WORK REQUIRED - Repeat each record exactly, skipping the pictures.

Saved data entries
:::::

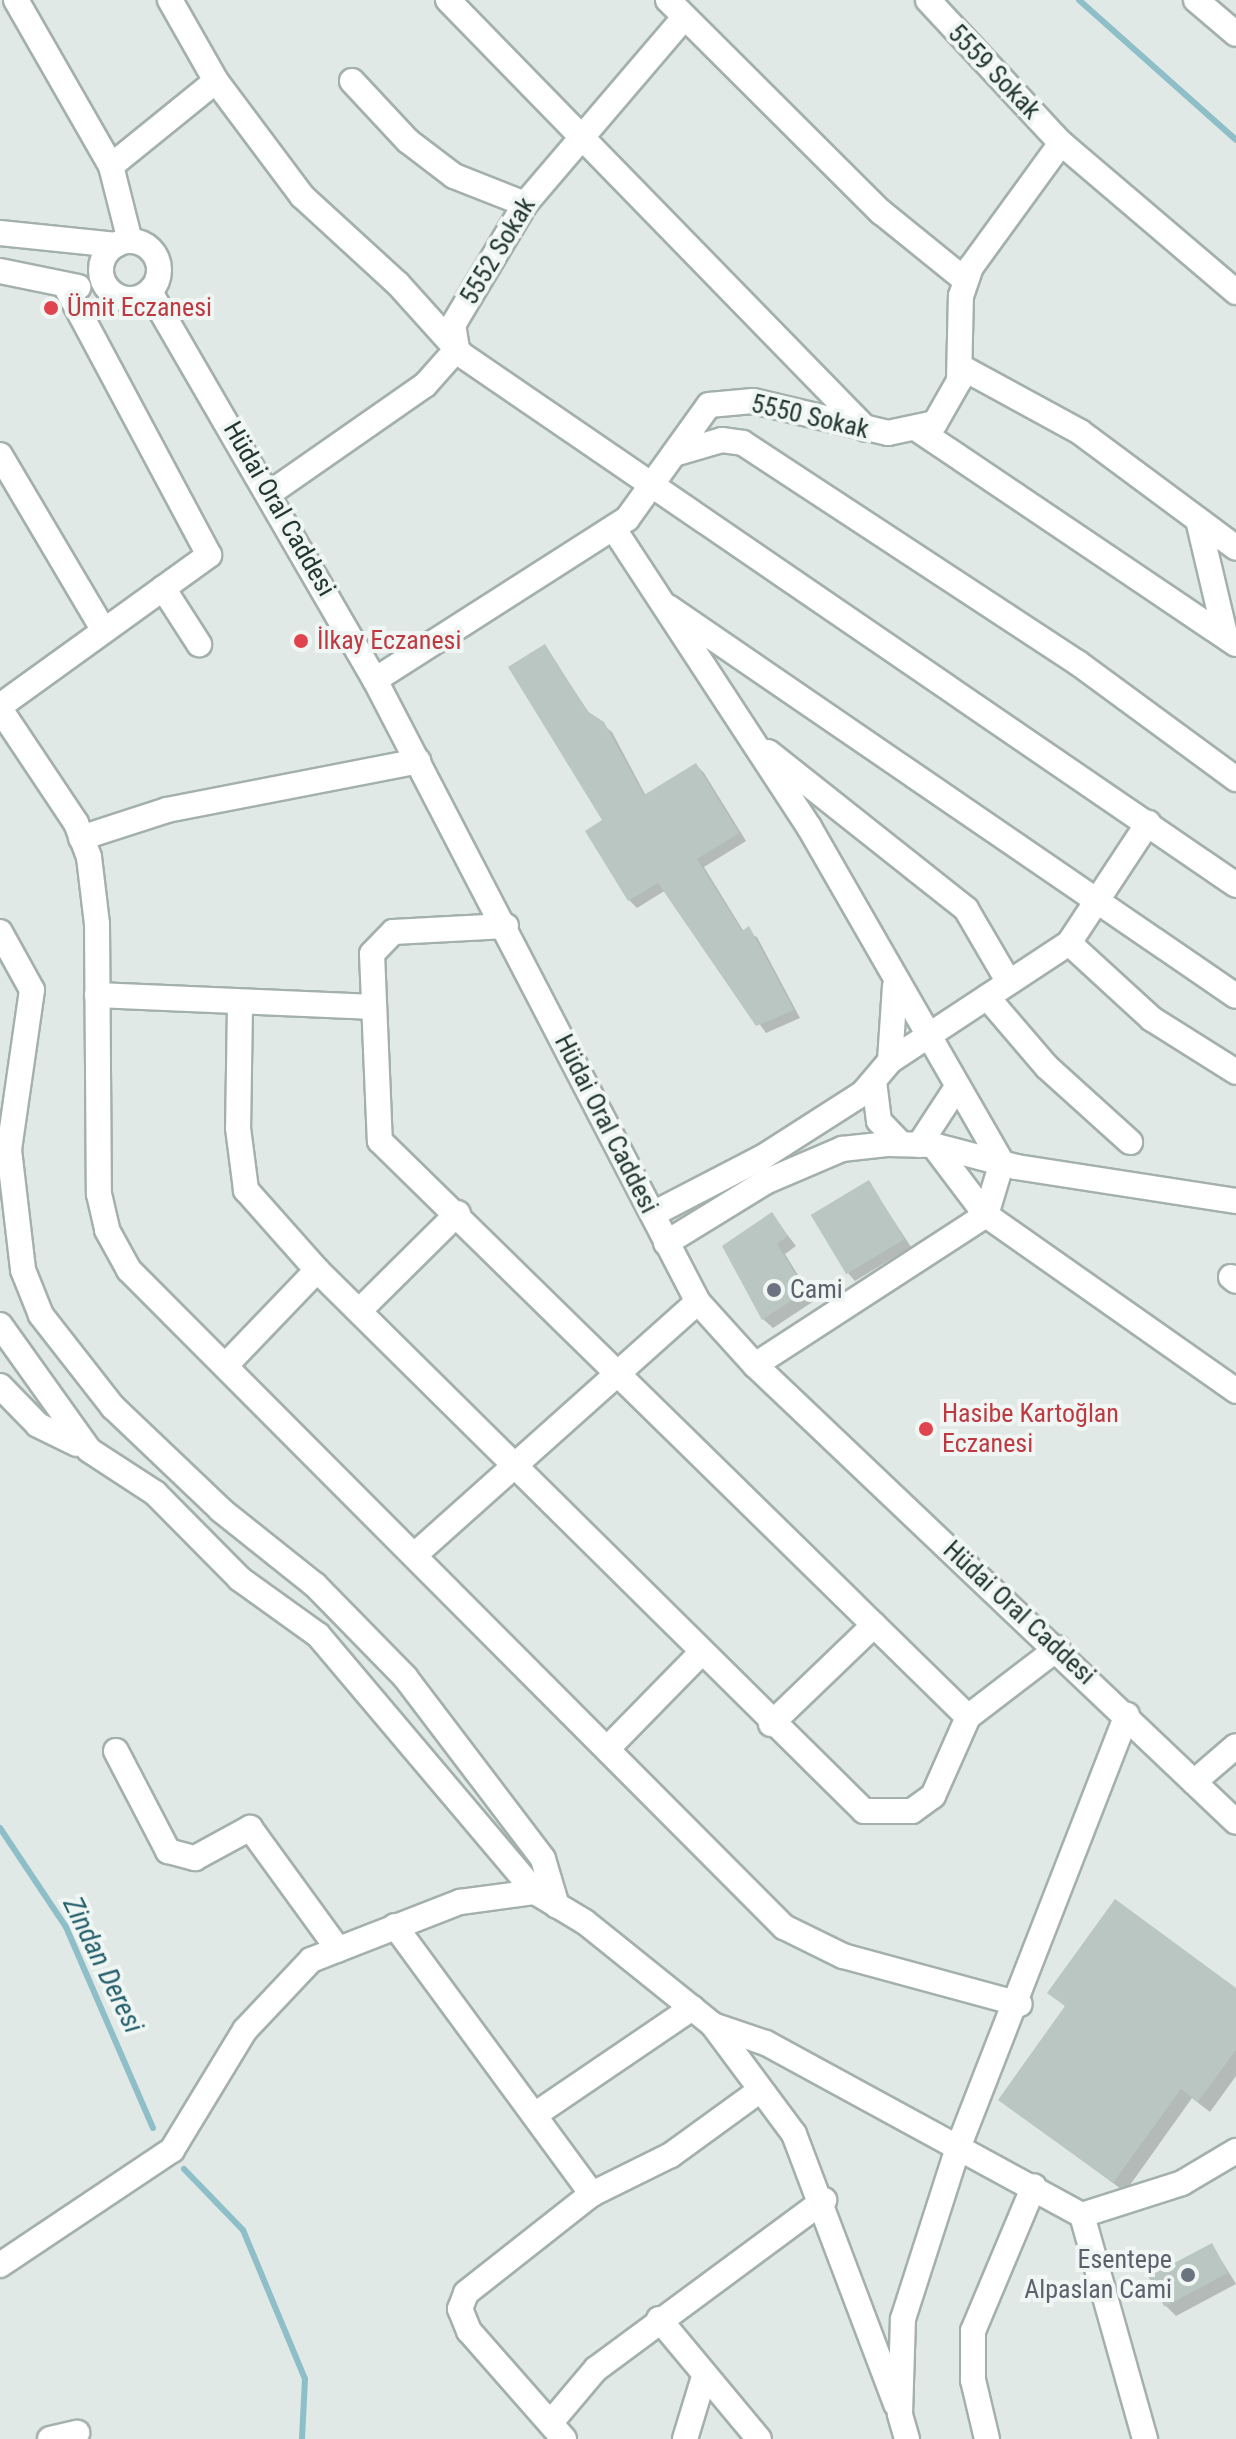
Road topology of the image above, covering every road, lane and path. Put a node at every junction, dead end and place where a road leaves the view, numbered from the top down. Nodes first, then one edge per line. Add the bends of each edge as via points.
1 (16, 0) edge
2 (170, 0) edge
3 (448, 0) edge
4 (928, 0) edge
5 (1196, 0) edge
6 (676, 9) edge
7 (1236, 34) edge
8 (216, 81) junction
9 (352, 81) dead end
10 (576, 136) junction
11 (1061, 143) junction
12 (111, 166) junction
13 (525, 204) junction
14 (0, 233) edge
15 (123, 243) junction
16 (0, 271) edge
17 (965, 280) junction
18 (65, 285) junction
19 (108, 290) junction
20 (150, 292) junction
21 (1236, 292) edge
22 (457, 349) junction
23 (961, 367) junction
24 (866, 429) junction
25 (920, 431) junction
26 (674, 454) junction
27 (0, 455) edge
28 (656, 482) junction
29 (270, 493) junction
30 (1198, 520) junction
31 (614, 529) junction
32 (1236, 548) edge
33 (163, 588) junction
34 (659, 601) junction
35 (104, 631) junction
36 (1231, 639) edge
37 (199, 644) dead end
38 (375, 680) junction
39 (0, 707) edge
40 (750, 738) junction
41 (418, 761) junction
42 (1236, 779) edge
43 (1148, 823) junction
44 (81, 838) junction
45 (1236, 885) edge
46 (1099, 901) junction
47 (506, 926) junction
48 (0, 932) edge
49 (1069, 943) junction
50 (894, 980) junction
51 (1008, 981) junction
52 (97, 995) junction
53 (1236, 996) edge
54 (987, 997) junction
55 (240, 1005) junction
56 (374, 1007) junction
57 (928, 1040) junction
58 (890, 1061) junction
59 (1236, 1072) edge
60 (874, 1081) junction
61 (955, 1090) junction
62 (1130, 1142) dead end
63 (918, 1145) junction
64 (1002, 1162) junction
65 (1236, 1201) edge
66 (458, 1213) junction
67 (653, 1214) junction
68 (986, 1215) junction
69 (666, 1243) junction
70 (317, 1270) junction
71 (698, 1302) junction
72 (359, 1311) junction
73 (0, 1325) edge
74 (227, 1364) junction
75 (755, 1365) junction
76 (615, 1369) junction
77 (0, 1386) edge
78 (1236, 1391) edge
79 (89, 1450) junction
80 (516, 1462) junction
81 (418, 1552) junction
82 (874, 1625) junction
83 (1058, 1648) junction
84 (700, 1654) junction
85 (1127, 1715) junction
86 (968, 1717) junction
87 (771, 1724) junction
88 (1236, 1746) edge
89 (608, 1748) junction
90 (116, 1751) dead end
91 (1194, 1782) junction
92 (1236, 1822) edge
93 (535, 1892) junction
94 (557, 1906) junction
95 (395, 1926) junction
96 (338, 1949) junction
97 (1020, 2004) junction
98 (692, 2008) junction
99 (713, 2025) junction
100 (759, 2091) junction
101 (536, 2114) junction
102 (958, 2148) junction
103 (1236, 2151) edge
104 (1034, 2186) junction
105 (592, 2194) junction
106 (824, 2200) junction
107 (1082, 2215) junction
108 (0, 2265) edge
109 (659, 2319) junction
110 (704, 2377) junction
111 (900, 2414) junction
112 (558, 2430) edge
113 (77, 2433) dead end
114 (50, 2439) edge
115 (685, 2439) edge
116 (759, 2439) edge
117 (907, 2439) edge
118 (987, 2439) edge
119 (1145, 2439) edge

1 - 12 street
2 - 8 street
3 - 10 street
4 - 11 street, 5559 Sokak
5 - 7 street
6 - 10 street, 5552 Sokak
6 - 17 street via 881,212
8 - 12 street
8 - 22 street via 302,196
9 - 13 street via 408,141 454,176
10 - 13 street, 5552 Sokak
10 - 24 street via 667,220
11 - 17 street via 987,237
11 - 21 street, 5559 Sokak
12 - 15 street
13 - 22 street, 5552 Sokak via 453,325
14 - 15 street
15 - 19 street via 101,270
15 - 20 street via 155,256 159,270
16 - 18 street
17 - 23 street
18 - 19 street
18 - 33 street via 209,555
19 - 20 street via 130,300
20 - 29 street, Hüdai Oral Caddesi
22 - 28 street via 507,390
22 - 29 street via 425,385
23 - 25 street via 954,398
23 - 30 street via 1080,432
24 - 25 street, 5550 Sokak
24 - 26 street, 5550 Sokak via 725,401 704,411
25 - 36 street
26 - 28 street, 5550 Sokak
26 - 42 street via 722,440 743,443 1078,663
27 - 35 street
28 - 31 street, 5550 Sokak
28 - 43 street
29 - 38 street, Hüdai Oral Caddesi
30 - 32 street
30 - 36 street
31 - 34 street
31 - 38 street, 5550 Sokak
33 - 35 street
33 - 37 street
34 - 40 street
34 - 46 street
35 - 39 street
38 - 41 street, Hüdai Oral Caddesi
39 - 44 street
40 - 50 street
40 - 51 street via 966,909
41 - 44 street via 167,810
41 - 47 street, Hüdai Oral Caddesi
43 - 45 street
43 - 46 street
44 - 52 street via 97,924
46 - 49 street
46 - 53 street
47 - 56 street via 381,939 372,954
47 - 67 street, Hüdai Oral Caddesi
48 - 94 street via 32,990 9,1150 20,1256 41,1315 113,1407 221,1510 315,1585 405,1677 543,1859
49 - 51 street
49 - 59 street via 1152,1019
50 - 57 street
50 - 58 street
51 - 54 street
52 - 55 street
52 - 74 street via 99,1194 107,1230 129,1270
54 - 57 street
54 - 62 street via 1047,1067
55 - 56 street
55 - 70 street via 238,1128 246,1190
56 - 66 street via 380,1141
57 - 58 street
57 - 61 street
58 - 60 street
60 - 63 street via 879,1121
60 - 67 street via 763,1157
61 - 63 street
61 - 64 street
63 - 64 street
63 - 68 street
63 - 69 street via 842,1149 765,1182
64 - 65 street
64 - 68 street
66 - 72 street
66 - 76 street
67 - 69 street, Hüdai Oral Caddesi
68 - 75 street
68 - 78 street
69 - 71 street, Hüdai Oral Caddesi
70 - 72 street
70 - 74 street
71 - 75 street, Hüdai Oral Caddesi
71 - 76 street
72 - 80 street
73 - 79 street
74 - 81 street
75 - 83 street, Hüdai Oral Caddesi
76 - 80 street
76 - 82 street
77 - 79 street via 38,1425
79 - 93 street via 155,1493 240,1579 318,1635
80 - 81 street
80 - 84 street
81 - 89 street
82 - 86 street
82 - 87 street
83 - 85 street, Hüdai Oral Caddesi
83 - 86 street
84 - 87 street
84 - 89 street
85 - 91 street, Hüdai Oral Caddesi
85 - 97 street
86 - 87 street via 933,1796 912,1811 886,1815 864,1811
88 - 91 street
89 - 97 street via 784,1927 843,1956
90 - 96 street via 168,1851 195,1858 250,1828
91 - 92 street, Hüdai Oral Caddesi
93 - 94 street
93 - 95 street via 460,1902
94 - 98 street
95 - 96 street
95 - 101 street
96 - 108 street via 311,1960 245,2030 172,2150
97 - 102 street
98 - 99 street
98 - 101 street
99 - 100 street
99 - 102 street via 766,2043
100 - 105 street via 671,2155
100 - 106 street via 794,2134
101 - 105 street
102 - 104 street
102 - 111 street via 903,2319
103 - 107 street via 1182,2183
104 - 107 street
104 - 118 street via 973,2331 973,2380
105 - 112 street via 478,2278 460,2309 469,2331
106 - 109 street
106 - 111 street
107 - 119 street
109 - 110 street
109 - 112 street via 596,2369
110 - 115 street
110 - 116 street
111 - 117 street
113 - 114 street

:::::

ANSWER FOR THE TASK -
Road topology of the image above, covering every road, lane and path. Put a node at every junction, dead end and place where a road leaves the view, numbered from the top down. Nodes first, then one edge per line. Add the bends of each edge as via points.
1 (16, 0) edge
2 (170, 0) edge
3 (448, 0) edge
4 (928, 0) edge
5 (1196, 0) edge
6 (676, 9) edge
7 (1236, 34) edge
8 (216, 81) junction
9 (352, 81) dead end
10 (576, 136) junction
11 (1061, 143) junction
12 (111, 166) junction
13 (525, 204) junction
14 (0, 233) edge
15 (123, 243) junction
16 (0, 271) edge
17 (965, 280) junction
18 (65, 285) junction
19 (108, 290) junction
20 (150, 292) junction
21 (1236, 292) edge
22 (457, 349) junction
23 (961, 367) junction
24 (866, 429) junction
25 (920, 431) junction
26 (674, 454) junction
27 (0, 455) edge
28 (656, 482) junction
29 (270, 493) junction
30 (1198, 520) junction
31 (614, 529) junction
32 (1236, 548) edge
33 (163, 588) junction
34 (659, 601) junction
35 (104, 631) junction
36 (1231, 639) edge
37 (199, 644) dead end
38 (375, 680) junction
39 (0, 707) edge
40 (750, 738) junction
41 (418, 761) junction
42 (1236, 779) edge
43 (1148, 823) junction
44 (81, 838) junction
45 (1236, 885) edge
46 (1099, 901) junction
47 (506, 926) junction
48 (0, 932) edge
49 (1069, 943) junction
50 (894, 980) junction
51 (1008, 981) junction
52 (97, 995) junction
53 (1236, 996) edge
54 (987, 997) junction
55 (240, 1005) junction
56 (374, 1007) junction
57 (928, 1040) junction
58 (890, 1061) junction
59 (1236, 1072) edge
60 (874, 1081) junction
61 (955, 1090) junction
62 (1130, 1142) dead end
63 (918, 1145) junction
64 (1002, 1162) junction
65 (1236, 1201) edge
66 (458, 1213) junction
67 (653, 1214) junction
68 (986, 1215) junction
69 (666, 1243) junction
70 (317, 1270) junction
71 (698, 1302) junction
72 (359, 1311) junction
73 (0, 1325) edge
74 (227, 1364) junction
75 (755, 1365) junction
76 (615, 1369) junction
77 (0, 1386) edge
78 (1236, 1391) edge
79 (89, 1450) junction
80 (516, 1462) junction
81 (418, 1552) junction
82 (874, 1625) junction
83 (1058, 1648) junction
84 (700, 1654) junction
85 (1127, 1715) junction
86 (968, 1717) junction
87 (771, 1724) junction
88 (1236, 1746) edge
89 (608, 1748) junction
90 (116, 1751) dead end
91 (1194, 1782) junction
92 (1236, 1822) edge
93 (535, 1892) junction
94 (557, 1906) junction
95 (395, 1926) junction
96 (338, 1949) junction
97 (1020, 2004) junction
98 (692, 2008) junction
99 (713, 2025) junction
100 (759, 2091) junction
101 (536, 2114) junction
102 (958, 2148) junction
103 (1236, 2151) edge
104 (1034, 2186) junction
105 (592, 2194) junction
106 (824, 2200) junction
107 (1082, 2215) junction
108 (0, 2265) edge
109 (659, 2319) junction
110 (704, 2377) junction
111 (900, 2414) junction
112 (558, 2430) edge
113 (77, 2433) dead end
114 (50, 2439) edge
115 (685, 2439) edge
116 (759, 2439) edge
117 (907, 2439) edge
118 (987, 2439) edge
119 (1145, 2439) edge

1 - 12 street
2 - 8 street
3 - 10 street
4 - 11 street, 5559 Sokak
5 - 7 street
6 - 10 street, 5552 Sokak
6 - 17 street via 881,212
8 - 12 street
8 - 22 street via 302,196
9 - 13 street via 408,141 454,176
10 - 13 street, 5552 Sokak
10 - 24 street via 667,220
11 - 17 street via 987,237
11 - 21 street, 5559 Sokak
12 - 15 street
13 - 22 street, 5552 Sokak via 453,325
14 - 15 street
15 - 19 street via 101,270
15 - 20 street via 155,256 159,270
16 - 18 street
17 - 23 street
18 - 19 street
18 - 33 street via 209,555
19 - 20 street via 130,300
20 - 29 street, Hüdai Oral Caddesi
22 - 28 street via 507,390
22 - 29 street via 425,385
23 - 25 street via 954,398
23 - 30 street via 1080,432
24 - 25 street, 5550 Sokak
24 - 26 street, 5550 Sokak via 725,401 704,411
25 - 36 street
26 - 28 street, 5550 Sokak
26 - 42 street via 722,440 743,443 1078,663
27 - 35 street
28 - 31 street, 5550 Sokak
28 - 43 street
29 - 38 street, Hüdai Oral Caddesi
30 - 32 street
30 - 36 street
31 - 34 street
31 - 38 street, 5550 Sokak
33 - 35 street
33 - 37 street
34 - 40 street
34 - 46 street
35 - 39 street
38 - 41 street, Hüdai Oral Caddesi
39 - 44 street
40 - 50 street
40 - 51 street via 966,909
41 - 44 street via 167,810
41 - 47 street, Hüdai Oral Caddesi
43 - 45 street
43 - 46 street
44 - 52 street via 97,924
46 - 49 street
46 - 53 street
47 - 56 street via 381,939 372,954
47 - 67 street, Hüdai Oral Caddesi
48 - 94 street via 32,990 9,1150 20,1256 41,1315 113,1407 221,1510 315,1585 405,1677 543,1859
49 - 51 street
49 - 59 street via 1152,1019
50 - 57 street
50 - 58 street
51 - 54 street
52 - 55 street
52 - 74 street via 99,1194 107,1230 129,1270
54 - 57 street
54 - 62 street via 1047,1067
55 - 56 street
55 - 70 street via 238,1128 246,1190
56 - 66 street via 380,1141
57 - 58 street
57 - 61 street
58 - 60 street
60 - 63 street via 879,1121
60 - 67 street via 763,1157
61 - 63 street
61 - 64 street
63 - 64 street
63 - 68 street
63 - 69 street via 842,1149 765,1182
64 - 65 street
64 - 68 street
66 - 72 street
66 - 76 street
67 - 69 street, Hüdai Oral Caddesi
68 - 75 street
68 - 78 street
69 - 71 street, Hüdai Oral Caddesi
70 - 72 street
70 - 74 street
71 - 75 street, Hüdai Oral Caddesi
71 - 76 street
72 - 80 street
73 - 79 street
74 - 81 street
75 - 83 street, Hüdai Oral Caddesi
76 - 80 street
76 - 82 street
77 - 79 street via 38,1425
79 - 93 street via 155,1493 240,1579 318,1635
80 - 81 street
80 - 84 street
81 - 89 street
82 - 86 street
82 - 87 street
83 - 85 street, Hüdai Oral Caddesi
83 - 86 street
84 - 87 street
84 - 89 street
85 - 91 street, Hüdai Oral Caddesi
85 - 97 street
86 - 87 street via 933,1796 912,1811 886,1815 864,1811
88 - 91 street
89 - 97 street via 784,1927 843,1956
90 - 96 street via 168,1851 195,1858 250,1828
91 - 92 street, Hüdai Oral Caddesi
93 - 94 street
93 - 95 street via 460,1902
94 - 98 street
95 - 96 street
95 - 101 street
96 - 108 street via 311,1960 245,2030 172,2150
97 - 102 street
98 - 99 street
98 - 101 street
99 - 100 street
99 - 102 street via 766,2043
100 - 105 street via 671,2155
100 - 106 street via 794,2134
101 - 105 street
102 - 104 street
102 - 111 street via 903,2319
103 - 107 street via 1182,2183
104 - 107 street
104 - 118 street via 973,2331 973,2380
105 - 112 street via 478,2278 460,2309 469,2331
106 - 109 street
106 - 111 street
107 - 119 street
109 - 110 street
109 - 112 street via 596,2369
110 - 115 street
110 - 116 street
111 - 117 street
113 - 114 street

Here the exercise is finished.